Frontier wall: 6,000 meters
Fortress wall: 1,000 meters
Blockhouses: 3
Pathway: 1,000 meters
Houses inside the garrison: 10
Wells: 4
Bridges: 4
Milling house: 1 (Fig. 27)
 
           To guide the restoration project, the government advocated the principle of “in restoring the old (sites), make them appear old, protect cultural relics, and develop them so as to utilize them.”脩舊如舊,保護文物,開發利用The blueprint of the whole project consisted of four sections:
            1. Cultural gallery文化長廊區, the site at Quanshiying Garrison, which in turn included six scenic spots:
            1) “Fort remains”: to retain them for tourists to savor the past
            2) “Living quarters”: to restore several houses, a barn, and a weapon storage for tourists to relive soldier life along the wall
            3) “Exhibition area of folk custom and history”: to display material objects and photos of the wall, and living and productive instruments of the Miao people
            4) “Folk culture show area”: to build a stage with the local blue flagstones and a row of “stilted houses” (diaojiao lou吊腳樓) (Fig. 28) for Miao custom show
            5) “Folk culture activity area”: to construct drill ground, bonfire platform, Miao folk-song stage, knife-ladder, and swing frame, for tourists to enjoy bonfire party and folk culture performances
            6) “Yandi 炎帝Emperor-Yellow Emperor sacred flame watch area”: to build a permanent sacred flame platform for tourists to enjoy the ceremony.[23] 

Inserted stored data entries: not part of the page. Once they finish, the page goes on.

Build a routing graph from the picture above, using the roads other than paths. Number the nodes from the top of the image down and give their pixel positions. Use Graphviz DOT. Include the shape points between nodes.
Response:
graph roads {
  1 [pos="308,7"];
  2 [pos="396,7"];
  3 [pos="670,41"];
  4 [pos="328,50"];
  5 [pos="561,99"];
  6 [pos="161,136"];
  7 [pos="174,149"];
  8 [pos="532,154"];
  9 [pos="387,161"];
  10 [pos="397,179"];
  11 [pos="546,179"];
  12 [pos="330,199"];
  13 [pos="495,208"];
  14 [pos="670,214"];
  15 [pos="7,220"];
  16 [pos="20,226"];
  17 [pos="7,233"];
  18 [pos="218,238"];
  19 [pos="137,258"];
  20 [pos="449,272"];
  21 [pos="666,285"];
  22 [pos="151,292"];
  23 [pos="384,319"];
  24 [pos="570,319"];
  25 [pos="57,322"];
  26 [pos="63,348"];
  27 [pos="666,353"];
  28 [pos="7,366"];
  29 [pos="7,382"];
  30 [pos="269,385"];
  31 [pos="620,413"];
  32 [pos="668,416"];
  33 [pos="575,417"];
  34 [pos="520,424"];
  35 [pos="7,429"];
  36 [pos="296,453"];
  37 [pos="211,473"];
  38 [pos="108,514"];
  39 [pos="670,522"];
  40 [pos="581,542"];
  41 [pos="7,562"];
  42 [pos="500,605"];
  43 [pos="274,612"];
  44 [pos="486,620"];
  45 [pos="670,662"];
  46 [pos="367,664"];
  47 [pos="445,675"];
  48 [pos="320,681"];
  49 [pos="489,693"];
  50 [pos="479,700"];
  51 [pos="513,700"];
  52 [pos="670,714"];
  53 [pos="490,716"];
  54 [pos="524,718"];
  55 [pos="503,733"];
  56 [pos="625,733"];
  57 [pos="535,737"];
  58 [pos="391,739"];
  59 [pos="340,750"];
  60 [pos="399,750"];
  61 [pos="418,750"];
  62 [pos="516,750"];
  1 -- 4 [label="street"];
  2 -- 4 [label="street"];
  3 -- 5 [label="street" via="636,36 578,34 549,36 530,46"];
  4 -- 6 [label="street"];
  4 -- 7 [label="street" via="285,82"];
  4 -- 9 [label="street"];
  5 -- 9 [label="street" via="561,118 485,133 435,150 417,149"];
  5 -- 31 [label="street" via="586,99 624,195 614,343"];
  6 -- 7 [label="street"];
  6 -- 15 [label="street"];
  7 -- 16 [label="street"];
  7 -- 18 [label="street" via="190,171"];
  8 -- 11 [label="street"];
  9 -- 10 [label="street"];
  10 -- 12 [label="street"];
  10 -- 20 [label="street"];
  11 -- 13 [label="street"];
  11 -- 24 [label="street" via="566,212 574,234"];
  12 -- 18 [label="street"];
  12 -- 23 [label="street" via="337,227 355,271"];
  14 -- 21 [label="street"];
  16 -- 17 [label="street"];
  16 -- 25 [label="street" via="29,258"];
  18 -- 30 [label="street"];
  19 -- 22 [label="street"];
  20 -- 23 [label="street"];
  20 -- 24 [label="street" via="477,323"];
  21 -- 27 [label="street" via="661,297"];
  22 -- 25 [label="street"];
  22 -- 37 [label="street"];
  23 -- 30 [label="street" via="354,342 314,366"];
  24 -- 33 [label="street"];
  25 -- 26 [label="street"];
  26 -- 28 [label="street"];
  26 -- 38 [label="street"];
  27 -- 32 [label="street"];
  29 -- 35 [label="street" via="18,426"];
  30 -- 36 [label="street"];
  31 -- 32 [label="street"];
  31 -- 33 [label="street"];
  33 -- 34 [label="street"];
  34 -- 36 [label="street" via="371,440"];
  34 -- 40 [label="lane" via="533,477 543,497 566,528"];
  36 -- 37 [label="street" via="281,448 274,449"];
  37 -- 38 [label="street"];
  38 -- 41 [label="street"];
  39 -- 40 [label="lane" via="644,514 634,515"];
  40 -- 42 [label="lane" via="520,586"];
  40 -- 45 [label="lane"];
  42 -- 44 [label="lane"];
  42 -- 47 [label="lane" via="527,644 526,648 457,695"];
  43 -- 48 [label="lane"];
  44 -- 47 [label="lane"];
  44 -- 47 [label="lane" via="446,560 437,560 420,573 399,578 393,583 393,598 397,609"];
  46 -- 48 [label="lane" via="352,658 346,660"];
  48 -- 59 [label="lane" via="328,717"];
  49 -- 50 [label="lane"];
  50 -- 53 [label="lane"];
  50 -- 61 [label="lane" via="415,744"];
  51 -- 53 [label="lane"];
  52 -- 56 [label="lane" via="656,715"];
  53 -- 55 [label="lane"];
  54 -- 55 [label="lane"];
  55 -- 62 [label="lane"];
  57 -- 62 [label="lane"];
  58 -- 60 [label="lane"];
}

            2. Recreational scenic area at Wuzhinao Barrack烏支腦休閒觀景區.  Based on the hilly landscape, to pave flags and set up stone stools and tables, so that tourists could enjoy the sightseeing, take a rest, and experience the feeling of “ascending the Great Wall to be a man.”
            3. The stone forest scenic area along the frontier wall.  Following the strike of the rock within the stone forest scenic area, to repave the ancient flagstone pathway, build a stone forest maze corridor, and engrave stone forest-chanting poems on stone stele, so as to construct the cultural atmosphere at the area.
            4. The eco-scenic area of the great wall.  This includes two parts: First, along the provincial road 1867, to construct an eco-agricultural sightseeing belt from the ancient town of Fenghuang to Quanshiying; second, centered at Quanshiying, to plant trees on the nearby hillsides so as to construct an eco-garden area.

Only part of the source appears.